In addition to weakening SNC-Lavalin, a ban on federal contracts could force several employees to enter the fold of foreign competitors, believes the president and CEO of the engineering firm.
This is what Neil Bruce said on Wednesday during an interview with The Canadian Press, while the Quebec company is still at the heart of a political storm that continues to shake the Trudeau government.
He felt that the company never, unlike some politicians, cited the importance of protecting some 9,000 jobs in Canada to justify the need for an agreement to avoid a criminal trial.
According to Mr. Bruce, a repair agreement is more in the public interest, since many of SNC’s employees may be forced to find work with US or European competitors of the multinational if it can not bid on federal contracts. for a decade.
The Montreal-based firm faces charges of fraud and corruption for acts allegedly carried out in Libya between 2001 and 2011. This case cost Prime Minister Justin Trudeau dearly, who saw two of his ministers and his nearest adviser resign.

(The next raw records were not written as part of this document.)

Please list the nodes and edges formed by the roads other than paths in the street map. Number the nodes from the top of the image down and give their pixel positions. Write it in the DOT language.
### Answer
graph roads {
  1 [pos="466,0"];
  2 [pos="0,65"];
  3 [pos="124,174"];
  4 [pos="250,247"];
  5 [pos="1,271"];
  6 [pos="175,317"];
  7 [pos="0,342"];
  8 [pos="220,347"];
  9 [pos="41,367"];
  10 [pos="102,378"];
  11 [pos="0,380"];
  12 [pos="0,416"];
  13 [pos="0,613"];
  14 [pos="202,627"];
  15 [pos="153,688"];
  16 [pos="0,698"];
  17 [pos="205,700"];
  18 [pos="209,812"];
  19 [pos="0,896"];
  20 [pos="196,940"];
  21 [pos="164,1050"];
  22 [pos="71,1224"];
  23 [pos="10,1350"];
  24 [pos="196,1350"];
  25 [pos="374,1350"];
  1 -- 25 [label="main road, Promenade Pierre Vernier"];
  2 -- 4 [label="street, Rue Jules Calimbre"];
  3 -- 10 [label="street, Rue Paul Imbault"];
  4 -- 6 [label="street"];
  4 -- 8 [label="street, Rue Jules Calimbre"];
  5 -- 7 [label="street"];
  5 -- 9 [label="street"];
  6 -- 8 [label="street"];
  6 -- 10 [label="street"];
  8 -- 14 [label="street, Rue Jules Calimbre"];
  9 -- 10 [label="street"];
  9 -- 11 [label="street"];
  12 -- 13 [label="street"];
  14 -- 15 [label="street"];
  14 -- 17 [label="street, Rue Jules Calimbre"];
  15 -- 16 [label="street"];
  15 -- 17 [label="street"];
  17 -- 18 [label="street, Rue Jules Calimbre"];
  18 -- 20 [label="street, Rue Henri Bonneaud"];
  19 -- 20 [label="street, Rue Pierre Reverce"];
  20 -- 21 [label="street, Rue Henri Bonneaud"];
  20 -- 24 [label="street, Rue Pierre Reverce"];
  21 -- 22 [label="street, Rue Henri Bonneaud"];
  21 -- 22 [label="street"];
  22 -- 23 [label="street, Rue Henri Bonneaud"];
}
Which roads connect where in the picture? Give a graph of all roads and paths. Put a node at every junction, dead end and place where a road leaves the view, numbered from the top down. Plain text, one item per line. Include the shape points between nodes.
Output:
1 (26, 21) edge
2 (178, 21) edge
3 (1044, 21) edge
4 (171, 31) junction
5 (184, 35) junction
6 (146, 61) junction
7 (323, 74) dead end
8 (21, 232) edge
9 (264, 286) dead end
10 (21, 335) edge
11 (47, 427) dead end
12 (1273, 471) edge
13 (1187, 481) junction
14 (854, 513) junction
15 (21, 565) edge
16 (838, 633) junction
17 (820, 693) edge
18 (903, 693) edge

Ironically, Bruce said, nearly 75 per cent of SNC’s rivals have repair agreements – where a company pays a fine in addition to meeting a series of conditions in exchange for dropping charges – in their country of origin and can obtain federal contracts in Canada.
The big boss of the engineering firm said he still did not know why federal prosecutors and former Attorney General Jody Wilson-Raybould refused to negotiate a repair agreement with the company.